_About this task:_
Copy the lines below exactly. No picture goes into the copy.

(Given records begins)

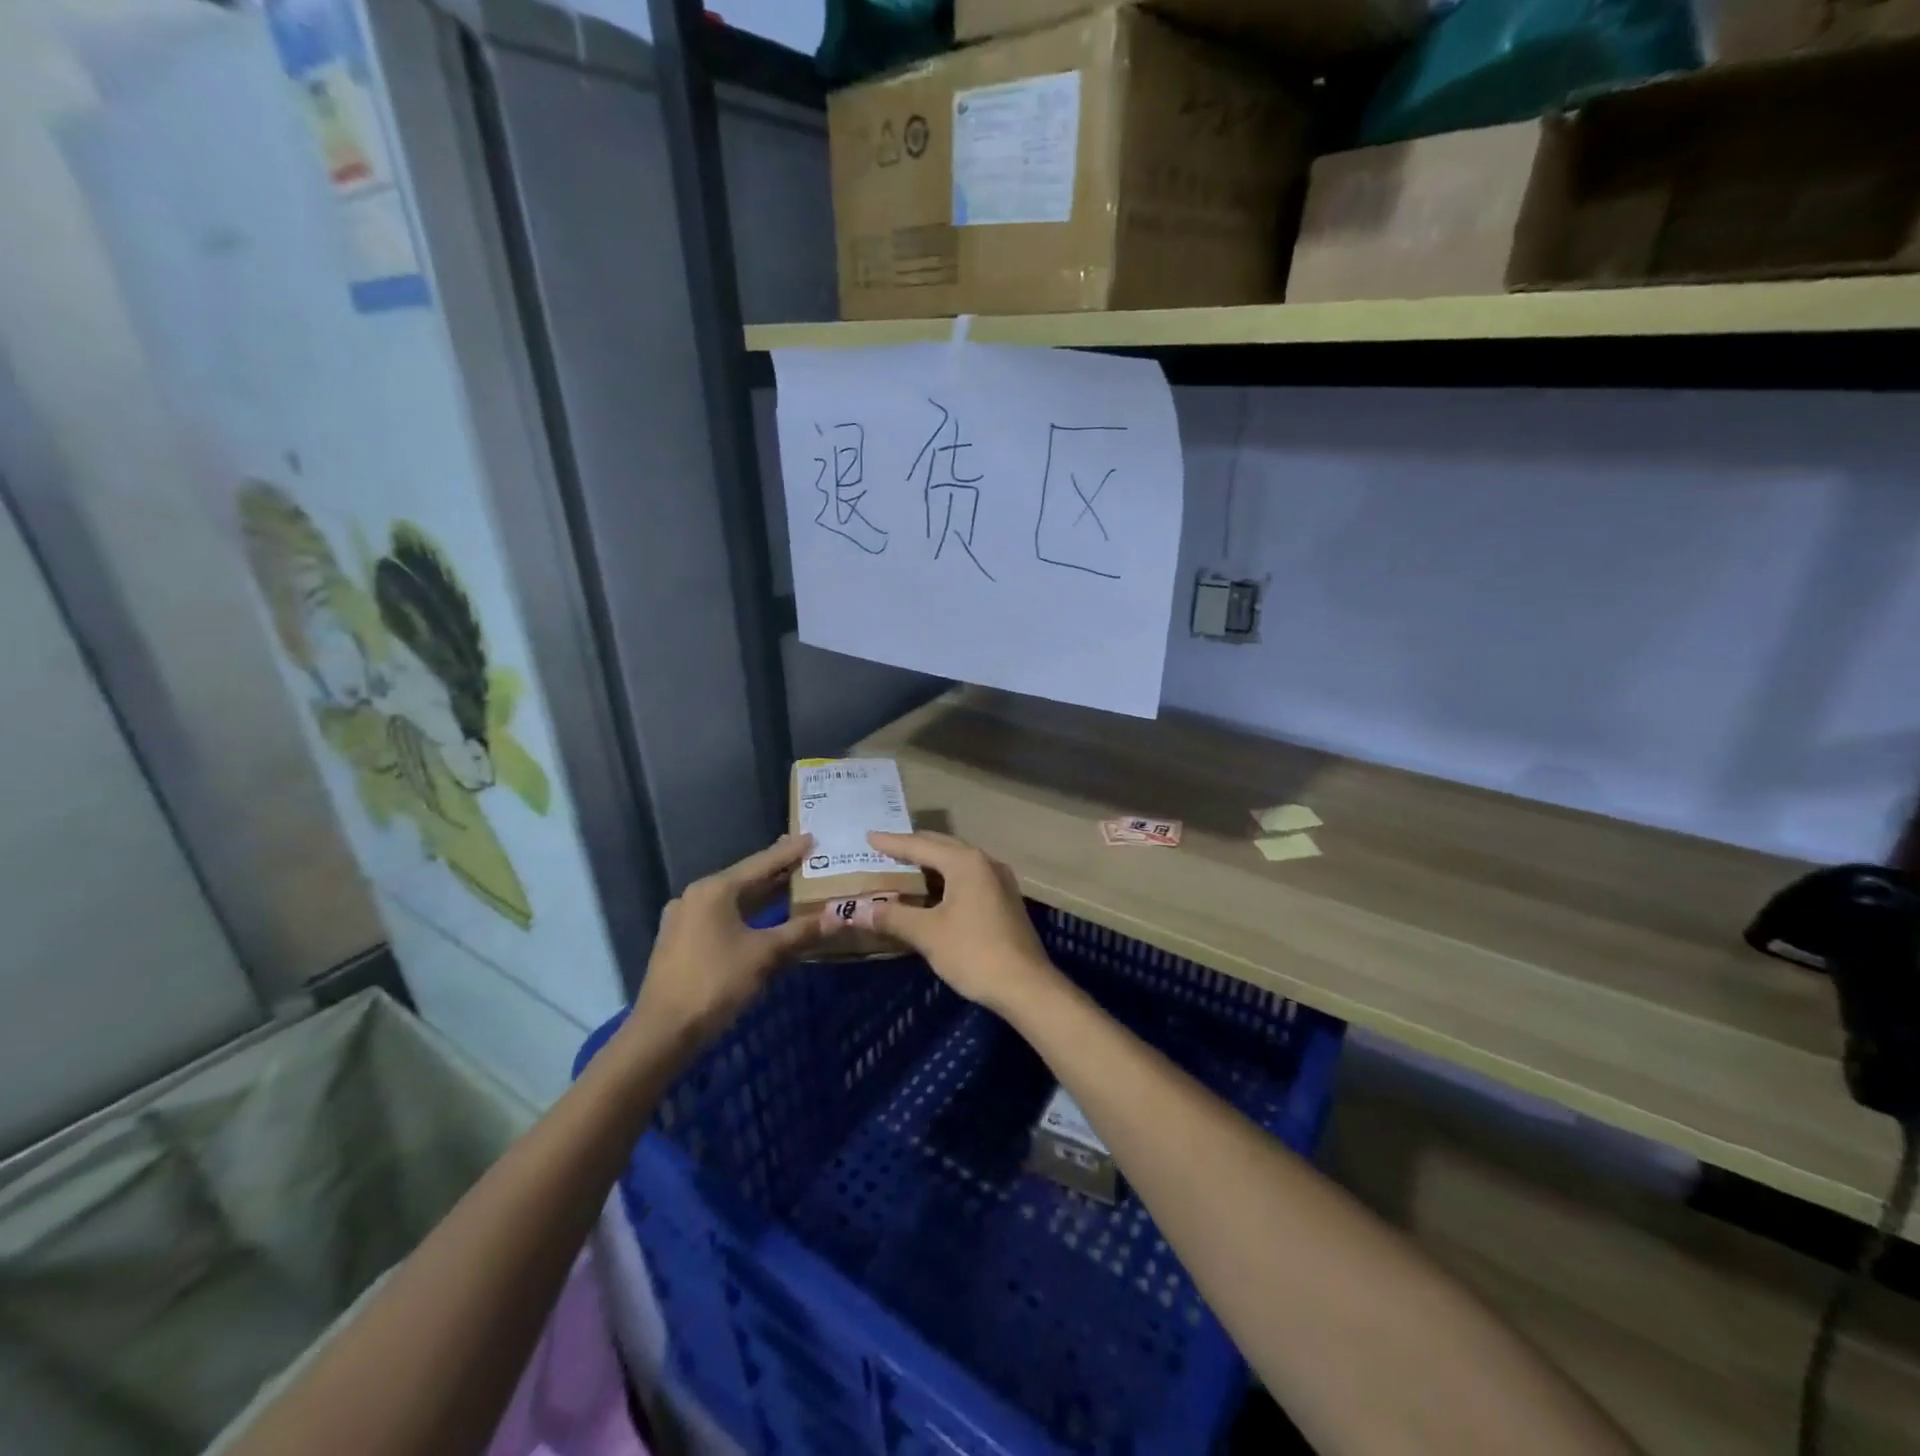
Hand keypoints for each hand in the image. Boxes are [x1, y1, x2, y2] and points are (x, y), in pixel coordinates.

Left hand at [628, 834, 822, 1055]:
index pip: (760, 864)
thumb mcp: (764, 955)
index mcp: (714, 890)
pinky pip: (720, 917)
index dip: (789, 852)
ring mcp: (684, 919)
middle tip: (806, 860)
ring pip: (731, 900)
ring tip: (789, 886)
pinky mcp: (680, 941)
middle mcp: (695, 896)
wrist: (663, 1032)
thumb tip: (838, 917)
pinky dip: (745, 914)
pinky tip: (762, 919)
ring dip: (761, 895)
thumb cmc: (715, 983)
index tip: (812, 838)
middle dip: (776, 872)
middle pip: (744, 879)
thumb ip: (801, 932)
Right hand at [842, 831, 1061, 1014]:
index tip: (869, 837)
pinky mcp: (1005, 899)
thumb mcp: (927, 934)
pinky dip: (946, 879)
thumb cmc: (973, 952)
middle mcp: (985, 862)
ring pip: (957, 862)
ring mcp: (999, 880)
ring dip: (931, 864)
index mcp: (965, 862)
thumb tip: (856, 910)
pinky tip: (933, 892)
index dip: (892, 843)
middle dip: (913, 847)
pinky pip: (969, 877)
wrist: (1026, 985)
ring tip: (905, 867)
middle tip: (884, 848)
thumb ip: (892, 916)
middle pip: (942, 847)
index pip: (920, 846)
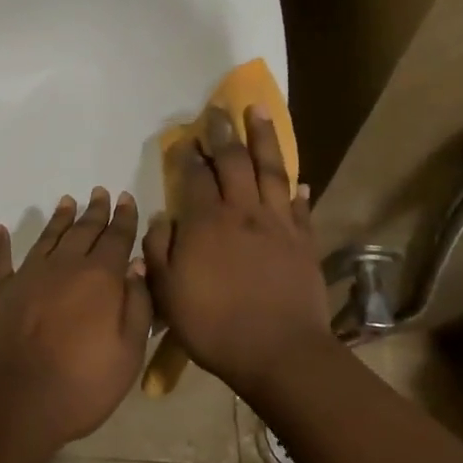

(Given records ends)

_Solution for this problem:_
Hand keypoints for each hand in the image. Boxes are [x1, y1, x2, y2] and points are (x, y), in pixel coordinates.

Left hand at [628, 834, 822, 1055]:
index pip: (760, 864)
thumb mcp: (764, 955)
index mcp: (714, 890)
pinky pip: (720, 917)
index dip: (789, 852)
ring mcp: (684, 919)
middle tip: (806, 860)
ring pip: (731, 900)
ring tip: (789, 886)
pinky mcp: (680, 941)
middle mcp: (695, 896)
wrist: (663, 1032)
thumb tip: (838, 917)
pinky dip: (745, 914)
pinky tip: (762, 919)
ring dip: (761, 895)
thumb cmc: (715, 983)
index tip: (812, 838)
middle dip: (776, 872)
middle pip: (744, 879)
thumb ip: (801, 932)
Right hand at [842, 831, 1061, 1014]:
index tip: (869, 837)
pinky mcp: (1005, 899)
thumb mcp: (927, 934)
pinky dip: (946, 879)
thumb cmc: (973, 952)
middle mcp: (985, 862)
ring pip: (957, 862)
ring mcp: (999, 880)
ring dip: (931, 864)
index mcp: (965, 862)
thumb tip: (856, 910)
pinky tip: (933, 892)
index dip: (892, 843)
middle dip: (913, 847)
pinky pip: (969, 877)
wrist: (1026, 985)
ring tip: (905, 867)
middle tip: (884, 848)
thumb ip: (892, 916)
middle pip: (942, 847)
index pip: (920, 846)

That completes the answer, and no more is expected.